Wednesday, November 16, 2005 · Last updated 6:13 a.m. PT

Chemical weapons dump off Vancouver Island studied

THE ASSOCIATED PRESS

VANCOUVER, British Columbia -- A safety assessment is being made of a newly revealed chemical weapons dump that reportedly contains mustard gas and phosgene off the west coast of Vancouver Island, officials said.

Judith Bennett, an environmental engineer in Canada's Department of National Defense, said Tuesday the deadly chemicals and ammunition were dumped in about 8,000 feet of water 100 miles off the coast and at one of two East Coast sites after World War II.

One of the Atlantic sites is off Sable Island, roughly 200 miles southeast of Halifax, Nova Scotia, and the other involves a Canadian ship containing chemical warfare agents that was sunk by a German U-boat. The location of the sunken ship was not immediately available.

The West Coast site was identified through a review of military archives which showed the ammunition and chemical warfare agents were taken across Canada by train for disposal, Bennett said.

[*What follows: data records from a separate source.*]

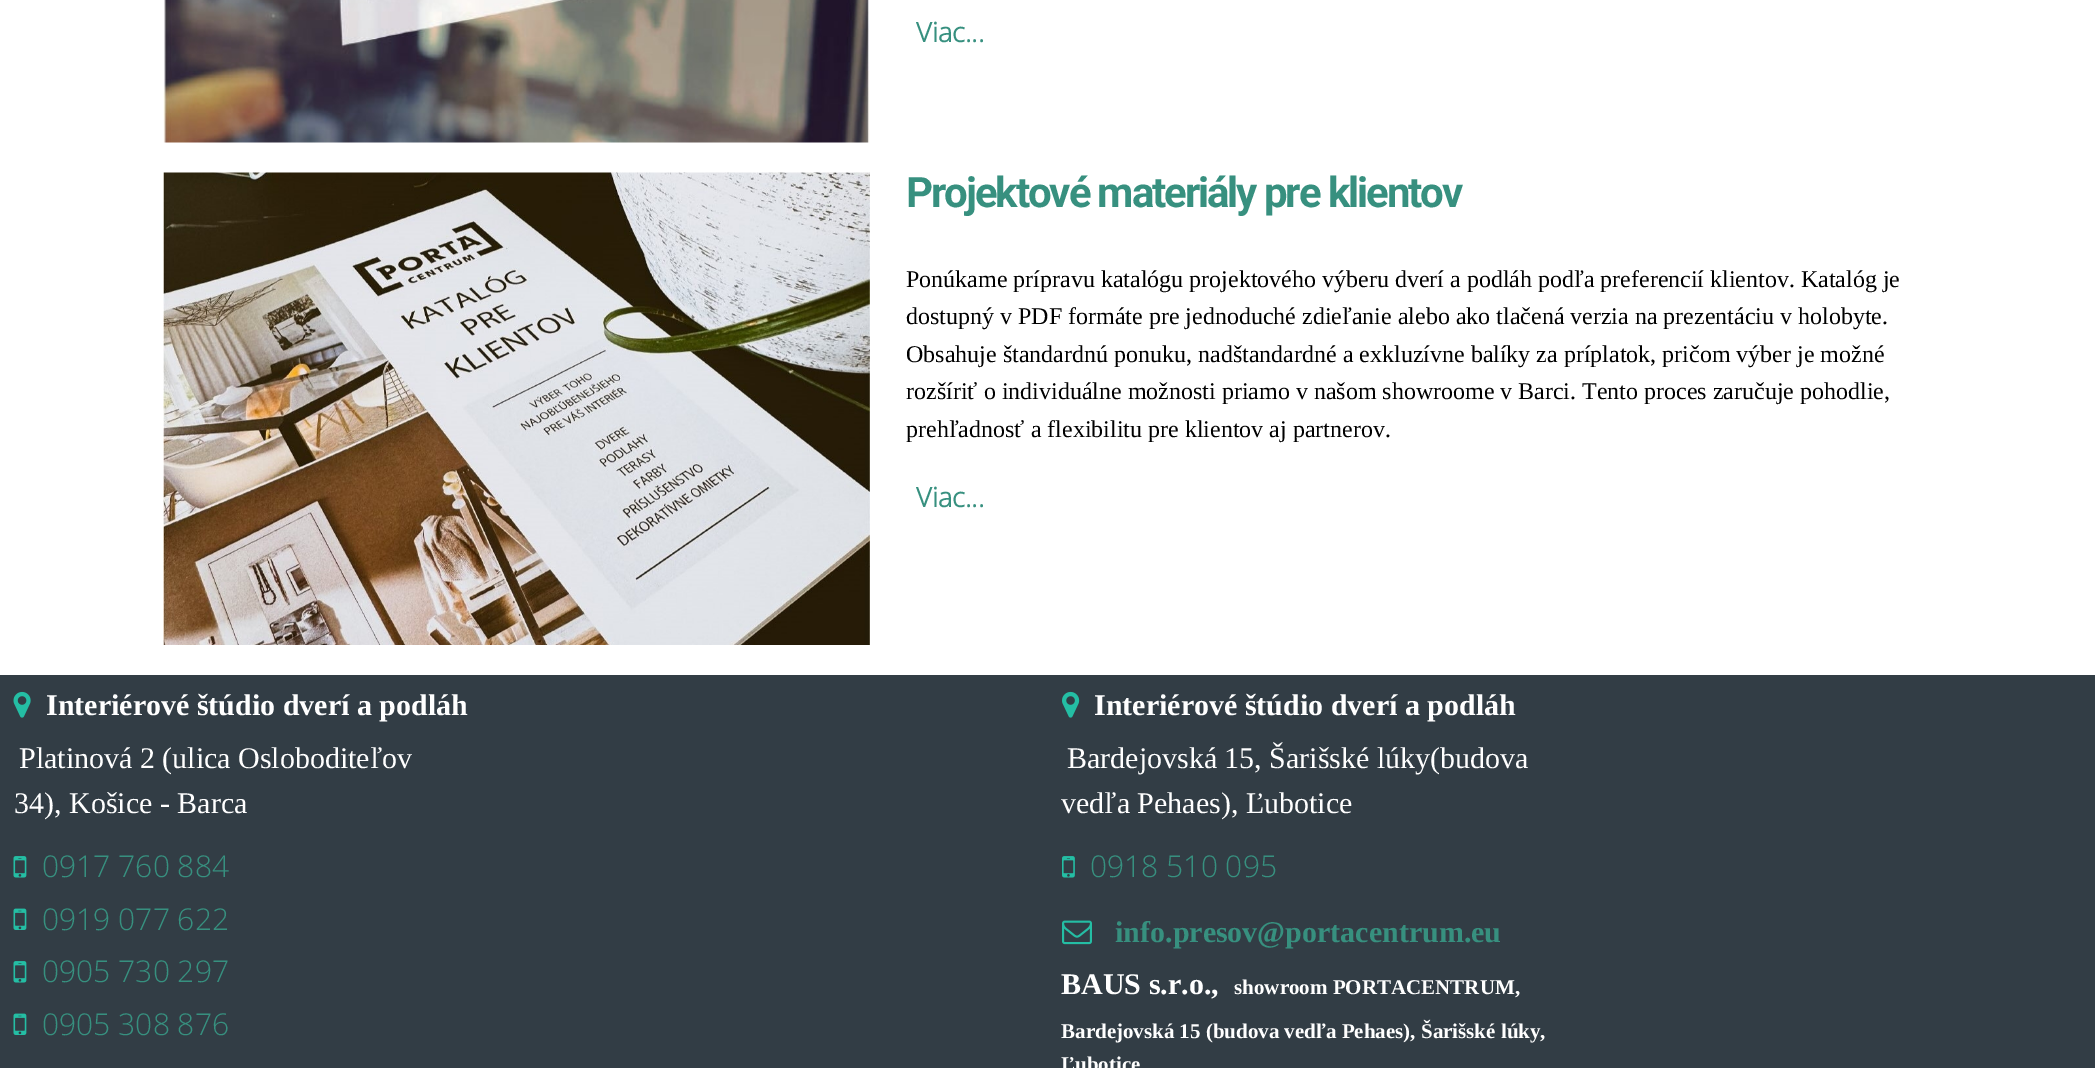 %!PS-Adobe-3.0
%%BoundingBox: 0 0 2095 1068
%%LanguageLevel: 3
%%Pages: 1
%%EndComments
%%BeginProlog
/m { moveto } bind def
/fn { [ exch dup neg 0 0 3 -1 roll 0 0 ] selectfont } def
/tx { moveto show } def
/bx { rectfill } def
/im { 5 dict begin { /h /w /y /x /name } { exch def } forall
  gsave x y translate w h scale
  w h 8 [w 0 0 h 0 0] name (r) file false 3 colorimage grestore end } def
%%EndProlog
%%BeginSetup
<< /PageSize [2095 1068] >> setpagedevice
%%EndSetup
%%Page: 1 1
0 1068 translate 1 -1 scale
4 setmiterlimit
1 setgray
0 0 2095 1068 bx
(image0.raw) 163 0 707 143 im
/OpenSans-Bold 27 fn
0.216 0.565 0.498 setrgbcolor
(Viac...) 916 42 tx
(image1.raw) 163 172 707 473 im
/Roboto-Bold 42 fn
906 207 m -2.1 0 (Projektové materiály pre klientov) ashow
/LiberationSerif-Regular 24 fn
0 setgray
(Ponúkame prípravu katalógu projektového výberu dverí a podláh podľa preferencií klientov. Katalóg je) 906 287 tx
(dostupný v PDF formáte pre jednoduché zdieľanie alebo ako tlačená verzia na prezentáciu v holobyte.) 906 324 tx
(Obsahuje štandardnú ponuku, nadštandardné a exkluzívne balíky za príplatok, pričom výber je možné) 906 362 tx
(rozšíriť o individuálne možnosti priamo v našom showroome v Barci. Tento proces zaručuje pohodlie,) 906 399 tx
(prehľadnosť a flexibilitu pre klientov aj partnerov.) 906 437 tx
/OpenSans-Bold 27 fn
0.216 0.565 0.498 setrgbcolor
(Viac...) 916 507 tx
0.196 0.239 0.271 setrgbcolor
0 675 2095 393 bx
(image2.raw) 13 691 18 27 im
/LiberationSerif-Bold 30 fn
1 setgray
(Interiérové štúdio dverí a podláh) 46 715 tx
/LiberationSerif-Regular 30 fn
(Platinová 2 \(ulica Osloboditeľov) 19 768 tx
(34\), Košice - Barca) 14 813 tx
(image3.raw) 13 856 14 22 im
/OpenSans-Light 30 fn
0.216 0.565 0.498 setrgbcolor
(0917 760 884) 42 877 tx
(image4.raw) 13 908 14 22 im
(0919 077 622) 42 930 tx
(image3.raw) 13 961 14 22 im
(0905 730 297) 42 982 tx
(image4.raw) 13 1013 14 22 im
(0905 308 876) 42 1035 tx
(image5.raw) 1062 691 18 27 im
/LiberationSerif-Bold 30 fn
1 setgray
(Interiérové štúdio dverí a podláh) 1094 715 tx
/LiberationSerif-Regular 30 fn
(Bardejovská 15, Šarišské lúky\(budova) 1067 768 tx
(vedľa Pehaes\), Ľubotice) 1061 813 tx
(image6.raw) 1062 856 13 22 im
/OpenSans-Light 30 fn
0.216 0.565 0.498 setrgbcolor
(0918 510 095) 1090 877 tx
(image7.raw) 1062 920 30 25 im
/LiberationSerif-Bold 30 fn
(info.presov@portacentrum.eu) 1115 942 tx
1 setgray
(BAUS s.r.o.,) 1061 994 tx
/LiberationSerif-Bold 21 fn
(showroom PORTACENTRUM,) 1234 994 tx
(Bardejovská 15 \(budova vedľa Pehaes\), Šarišské lúky,) 1061 1038 tx
(Ľubotice) 1061 1071 tx
showpage
%%EOF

All three sites are under study for potential risks to the public as part of Canada's Warfare Agent Disposal Project, which began a couple of years ago, she said.

Mustard gas, also known as yperite, was first used by the German army in 1917 during World War I and was the most lethal poisonous chemicals to be used in that war.

Phosgene, a choking agent that also was responsible for many deaths in World War I, is used in industry to produce pesticides and other chemical products.

The quantity of weaponry that was dumped remains unknown, Bennett said.

"Warfare agents could have been either in canister form or weaponized when they were dumped," she added.

In weaponized form, the chemicals would be contained in a device that could be detonated, she said.

When the Defense Department's risk assessment is completed, a decision will be made on whether to try to find, examine and retrieve the dumped munitions or leave them in place, Bennett said.